A Chinese worker makes umbrellas at a factory in Jinjiang, East China's Fujian Province on June 23, 2017. (Photo: IC)

Some 38 years ago, Ding Hemu sold all his valuable belongings and gathered 1,000 yuan ($150) to start a small shoe-making workshop, hoping to feed his family.
Now, Ding has made his small family business into a sportswear empire famous around the world. He has also become an icon in Jinjiang, now a small coastal city in East China's Fujian Province.
ANTA, which was set up by Ding in 1991, is now China's most valuable sports brand with a market value of more than 100 billion Hong Kong dollars ($12.7 billion), making it the third in the industry globally in terms of market value, after Nike and Adidas.
Ding is just one of the city's thousands of entrepreneurs who have helped transform the previously poor county in the late 1970s into a role model.
Covering just one two-hundredth of Fujian's area, Jinjiang created over 6 percent of the province's GDP in 2017. It has 46 listed companies and 50,000 private enterprises.

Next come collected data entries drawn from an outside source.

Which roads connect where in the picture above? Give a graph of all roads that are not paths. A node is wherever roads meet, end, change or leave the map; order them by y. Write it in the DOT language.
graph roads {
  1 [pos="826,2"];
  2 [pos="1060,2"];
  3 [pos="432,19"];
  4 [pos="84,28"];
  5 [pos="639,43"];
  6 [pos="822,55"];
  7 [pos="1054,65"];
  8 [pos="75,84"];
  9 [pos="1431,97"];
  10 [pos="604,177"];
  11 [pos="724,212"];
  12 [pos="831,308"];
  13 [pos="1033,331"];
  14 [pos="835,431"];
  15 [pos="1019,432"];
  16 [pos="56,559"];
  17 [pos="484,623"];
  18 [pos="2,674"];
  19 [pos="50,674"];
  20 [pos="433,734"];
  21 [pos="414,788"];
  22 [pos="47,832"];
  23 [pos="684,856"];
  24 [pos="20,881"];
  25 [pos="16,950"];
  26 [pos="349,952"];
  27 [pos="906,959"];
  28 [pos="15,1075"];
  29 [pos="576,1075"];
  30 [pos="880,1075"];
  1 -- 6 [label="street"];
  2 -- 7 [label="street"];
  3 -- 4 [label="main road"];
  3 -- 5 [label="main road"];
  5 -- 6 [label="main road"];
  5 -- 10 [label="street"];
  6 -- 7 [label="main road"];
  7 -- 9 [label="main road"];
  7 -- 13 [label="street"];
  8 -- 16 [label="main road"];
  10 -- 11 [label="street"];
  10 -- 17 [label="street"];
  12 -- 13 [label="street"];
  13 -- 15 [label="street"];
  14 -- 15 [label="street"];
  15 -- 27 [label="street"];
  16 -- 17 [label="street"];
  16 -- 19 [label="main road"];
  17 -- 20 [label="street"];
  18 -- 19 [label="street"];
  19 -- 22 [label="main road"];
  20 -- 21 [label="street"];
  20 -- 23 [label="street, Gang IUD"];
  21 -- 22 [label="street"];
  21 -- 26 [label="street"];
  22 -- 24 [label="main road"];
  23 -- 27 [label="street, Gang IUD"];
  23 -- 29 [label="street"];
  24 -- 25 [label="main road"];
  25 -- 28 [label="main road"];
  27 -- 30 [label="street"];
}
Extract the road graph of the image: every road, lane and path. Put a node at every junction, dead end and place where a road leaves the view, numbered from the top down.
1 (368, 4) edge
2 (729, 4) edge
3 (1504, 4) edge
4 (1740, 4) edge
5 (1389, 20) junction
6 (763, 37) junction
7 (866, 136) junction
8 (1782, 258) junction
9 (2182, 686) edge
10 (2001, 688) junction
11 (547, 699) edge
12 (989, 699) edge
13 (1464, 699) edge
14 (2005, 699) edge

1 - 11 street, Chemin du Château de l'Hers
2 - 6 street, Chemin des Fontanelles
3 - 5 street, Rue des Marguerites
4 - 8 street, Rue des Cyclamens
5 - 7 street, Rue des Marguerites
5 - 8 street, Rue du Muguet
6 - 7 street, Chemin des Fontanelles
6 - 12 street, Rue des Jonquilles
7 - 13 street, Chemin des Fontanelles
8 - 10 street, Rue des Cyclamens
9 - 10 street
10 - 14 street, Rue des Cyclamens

Over the past four decades, the city has developed an economic model focusing on the real economy and private enterprises, nurturing a number of famous brands including China's largest tissue paper manufacturer, Hengan Group and sportswear giants ANTA, Xtep and Septwolves. One in five pairs of sports shoes in the world is produced in Jinjiang.
The path of economic development with a market-led and export-oriented economy and a booming private manufacturing sector, has been called the "Jinjiang Model."
Focusing on the real economy
As a local proverb goes, "barren land might not produce good crops but gold." It was poverty that forced Jinjiang people to change.
"Only by setting up your own business can your family live a good life," said Hong Zhaoming, who set up his clothing workshop in 1984 at Yinglin village after peddling fruit, pork, fertilizer and rice for years. He later created K-Boxing, a top jacket brand in China.
Since China's reform and opening-up in 1978, merchants from Jinjiang have made use of the city's geographic advantage to sell goods from overseas to other parts of China.
In the early years of opening-up, setting up business needed courage not only from entrepreneurs, but also from local governments. The Jinjiang government gave the green light to private financing and to use market-based pricing, making Jinjiang a pioneer of China's rural industrialization.
In 1984, Chendai township, where most of Jinjiang's private enterprises were located, became the first township in the province to have a total industrial and agricultural output of over 100 million yuan. In the same year, Jinjiang welcomed the first batch of foreign investors, many of whom were overseas Chinese with Jinjiang as their ancestral home. 
In 1994, the number of foreign-funded enterprises reached 1,000, with a total production value of more than 8 billion yuan.
In 2005, ANTA set up China's first high-tech sports science lab. It has also set up design centers in the US, Japan and the South Korea, achieving Jinjiang manufacturers' ambitions of going global.
"We don't want to be China's Nike, but the world's ANTA," said its chairman and CEO Ding Shizhong, who is eyeing a dominant role in the Chinese market with an expected yearly revenue of more than 100 billion yuan by 2025.
In spite of rising labor costs, market competition and the lure of making fast money in the capital market, entrepreneurs in Jinjiang still focus on their traditional products: shoes, jackets, paper, sweets and umbrellas.
"Their insistence on the real economy and continuous efforts in innovation to make products better and smarter are the keys to Jinjiang's success," said Gao Ming, the professor with Fuzhou University.